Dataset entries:
________

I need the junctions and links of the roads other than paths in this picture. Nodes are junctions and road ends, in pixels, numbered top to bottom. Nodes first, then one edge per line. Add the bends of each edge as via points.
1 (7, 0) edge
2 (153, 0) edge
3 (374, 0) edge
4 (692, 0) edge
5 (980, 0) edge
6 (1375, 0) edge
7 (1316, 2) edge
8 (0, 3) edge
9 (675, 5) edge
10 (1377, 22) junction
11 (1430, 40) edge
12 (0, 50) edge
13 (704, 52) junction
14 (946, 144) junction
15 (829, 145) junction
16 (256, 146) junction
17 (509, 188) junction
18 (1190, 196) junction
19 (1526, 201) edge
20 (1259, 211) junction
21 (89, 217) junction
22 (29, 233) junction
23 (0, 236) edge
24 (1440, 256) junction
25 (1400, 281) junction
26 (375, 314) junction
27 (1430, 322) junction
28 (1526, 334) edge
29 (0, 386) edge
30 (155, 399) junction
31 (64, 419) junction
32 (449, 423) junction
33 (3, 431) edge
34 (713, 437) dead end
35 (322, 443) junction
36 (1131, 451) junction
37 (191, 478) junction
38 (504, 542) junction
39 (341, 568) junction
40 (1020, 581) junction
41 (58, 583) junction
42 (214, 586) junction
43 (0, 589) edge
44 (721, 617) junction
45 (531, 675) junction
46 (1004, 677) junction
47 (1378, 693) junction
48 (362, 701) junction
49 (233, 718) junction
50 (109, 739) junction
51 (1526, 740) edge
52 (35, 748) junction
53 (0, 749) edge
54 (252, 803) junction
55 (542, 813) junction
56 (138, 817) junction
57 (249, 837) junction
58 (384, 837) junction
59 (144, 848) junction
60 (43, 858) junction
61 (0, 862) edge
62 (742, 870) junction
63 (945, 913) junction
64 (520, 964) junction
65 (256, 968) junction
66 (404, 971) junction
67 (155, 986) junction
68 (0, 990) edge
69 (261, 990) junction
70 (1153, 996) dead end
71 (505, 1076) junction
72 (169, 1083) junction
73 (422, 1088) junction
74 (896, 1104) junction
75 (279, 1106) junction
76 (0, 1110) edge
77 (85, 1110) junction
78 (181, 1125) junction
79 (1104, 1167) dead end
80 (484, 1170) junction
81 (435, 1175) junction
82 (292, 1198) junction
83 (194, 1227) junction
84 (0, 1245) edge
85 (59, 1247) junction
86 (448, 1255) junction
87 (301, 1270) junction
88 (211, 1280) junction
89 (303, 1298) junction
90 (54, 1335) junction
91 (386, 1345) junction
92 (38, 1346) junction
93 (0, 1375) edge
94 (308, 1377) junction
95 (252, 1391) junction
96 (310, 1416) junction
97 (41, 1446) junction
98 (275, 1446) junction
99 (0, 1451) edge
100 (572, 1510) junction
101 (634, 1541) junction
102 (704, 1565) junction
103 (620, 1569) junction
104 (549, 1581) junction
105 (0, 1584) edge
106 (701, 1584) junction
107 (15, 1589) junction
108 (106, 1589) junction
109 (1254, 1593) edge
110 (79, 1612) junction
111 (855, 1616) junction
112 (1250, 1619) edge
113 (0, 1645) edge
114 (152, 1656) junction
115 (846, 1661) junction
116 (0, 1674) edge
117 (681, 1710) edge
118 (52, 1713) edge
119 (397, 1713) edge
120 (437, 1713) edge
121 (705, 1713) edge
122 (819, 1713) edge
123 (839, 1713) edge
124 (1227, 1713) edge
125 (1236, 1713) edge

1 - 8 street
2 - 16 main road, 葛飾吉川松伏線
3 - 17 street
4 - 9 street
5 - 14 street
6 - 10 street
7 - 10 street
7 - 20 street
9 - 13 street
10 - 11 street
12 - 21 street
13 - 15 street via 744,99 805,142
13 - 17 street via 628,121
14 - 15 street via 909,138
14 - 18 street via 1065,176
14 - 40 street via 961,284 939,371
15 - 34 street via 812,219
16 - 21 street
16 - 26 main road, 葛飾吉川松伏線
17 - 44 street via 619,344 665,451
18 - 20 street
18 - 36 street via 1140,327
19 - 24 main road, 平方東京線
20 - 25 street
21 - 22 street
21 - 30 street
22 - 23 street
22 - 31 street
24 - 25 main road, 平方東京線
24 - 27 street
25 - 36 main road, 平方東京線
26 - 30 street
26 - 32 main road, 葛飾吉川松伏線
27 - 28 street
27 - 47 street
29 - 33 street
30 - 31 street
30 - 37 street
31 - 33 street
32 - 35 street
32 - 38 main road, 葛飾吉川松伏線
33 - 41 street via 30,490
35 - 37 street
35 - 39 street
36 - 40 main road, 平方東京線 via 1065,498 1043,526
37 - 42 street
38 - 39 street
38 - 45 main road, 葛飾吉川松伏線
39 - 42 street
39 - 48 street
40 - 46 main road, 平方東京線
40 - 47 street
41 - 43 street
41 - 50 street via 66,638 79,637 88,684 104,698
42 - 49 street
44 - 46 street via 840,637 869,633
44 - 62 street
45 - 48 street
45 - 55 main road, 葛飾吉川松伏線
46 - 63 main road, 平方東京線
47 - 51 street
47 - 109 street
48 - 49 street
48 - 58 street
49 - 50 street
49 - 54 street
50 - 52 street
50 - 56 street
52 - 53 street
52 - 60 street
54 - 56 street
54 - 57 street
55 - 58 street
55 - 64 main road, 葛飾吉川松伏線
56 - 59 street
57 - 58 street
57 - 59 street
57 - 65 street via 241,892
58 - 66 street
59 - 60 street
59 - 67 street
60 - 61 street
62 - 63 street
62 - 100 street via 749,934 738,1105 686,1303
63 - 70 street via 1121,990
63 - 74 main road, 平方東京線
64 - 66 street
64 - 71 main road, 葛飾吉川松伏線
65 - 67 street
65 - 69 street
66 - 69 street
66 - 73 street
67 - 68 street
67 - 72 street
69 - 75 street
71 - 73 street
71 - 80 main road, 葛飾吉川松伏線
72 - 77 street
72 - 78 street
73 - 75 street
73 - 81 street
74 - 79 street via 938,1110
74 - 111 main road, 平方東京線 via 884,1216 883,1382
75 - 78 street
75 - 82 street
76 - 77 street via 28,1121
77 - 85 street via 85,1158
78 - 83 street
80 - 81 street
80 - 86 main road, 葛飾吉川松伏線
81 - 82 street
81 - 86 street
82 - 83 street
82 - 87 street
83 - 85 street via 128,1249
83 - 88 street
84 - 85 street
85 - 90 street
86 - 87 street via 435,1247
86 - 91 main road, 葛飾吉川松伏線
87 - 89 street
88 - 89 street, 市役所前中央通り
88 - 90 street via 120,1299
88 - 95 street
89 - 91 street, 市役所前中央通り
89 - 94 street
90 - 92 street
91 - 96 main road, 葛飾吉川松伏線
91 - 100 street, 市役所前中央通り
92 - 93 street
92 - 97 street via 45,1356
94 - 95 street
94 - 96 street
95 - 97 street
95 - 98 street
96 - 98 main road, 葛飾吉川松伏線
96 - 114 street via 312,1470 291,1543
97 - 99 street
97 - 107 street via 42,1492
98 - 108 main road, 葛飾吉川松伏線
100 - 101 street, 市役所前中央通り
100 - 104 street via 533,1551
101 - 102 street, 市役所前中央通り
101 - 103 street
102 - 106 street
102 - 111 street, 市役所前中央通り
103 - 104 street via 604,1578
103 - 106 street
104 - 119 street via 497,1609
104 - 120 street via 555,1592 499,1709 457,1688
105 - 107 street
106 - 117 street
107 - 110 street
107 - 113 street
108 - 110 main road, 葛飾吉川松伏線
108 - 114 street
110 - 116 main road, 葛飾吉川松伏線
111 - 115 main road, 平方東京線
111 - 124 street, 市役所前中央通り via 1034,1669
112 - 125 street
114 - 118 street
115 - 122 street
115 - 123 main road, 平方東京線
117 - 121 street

________

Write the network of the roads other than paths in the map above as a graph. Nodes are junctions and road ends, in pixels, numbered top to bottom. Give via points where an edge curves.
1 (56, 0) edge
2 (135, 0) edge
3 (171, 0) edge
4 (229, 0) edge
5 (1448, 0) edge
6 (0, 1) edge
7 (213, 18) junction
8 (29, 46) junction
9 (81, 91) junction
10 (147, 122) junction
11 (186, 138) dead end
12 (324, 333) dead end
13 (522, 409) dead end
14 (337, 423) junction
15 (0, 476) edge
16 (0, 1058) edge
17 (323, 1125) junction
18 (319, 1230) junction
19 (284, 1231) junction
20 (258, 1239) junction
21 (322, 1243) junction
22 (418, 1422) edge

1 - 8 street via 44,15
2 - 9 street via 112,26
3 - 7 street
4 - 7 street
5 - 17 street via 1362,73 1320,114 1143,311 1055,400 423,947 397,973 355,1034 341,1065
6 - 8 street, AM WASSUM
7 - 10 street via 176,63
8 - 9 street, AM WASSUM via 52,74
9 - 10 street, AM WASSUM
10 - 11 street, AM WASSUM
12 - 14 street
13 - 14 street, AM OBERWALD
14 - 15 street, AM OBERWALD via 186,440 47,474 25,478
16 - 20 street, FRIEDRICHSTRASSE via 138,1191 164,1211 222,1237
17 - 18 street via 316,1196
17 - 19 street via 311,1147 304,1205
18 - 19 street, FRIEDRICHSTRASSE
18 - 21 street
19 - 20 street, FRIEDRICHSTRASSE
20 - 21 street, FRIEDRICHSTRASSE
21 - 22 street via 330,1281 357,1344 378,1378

________

### What this task involves
Scan the entries above for lines with "平方東京線" in them, then report how many there are as a plain number.

### Task output
10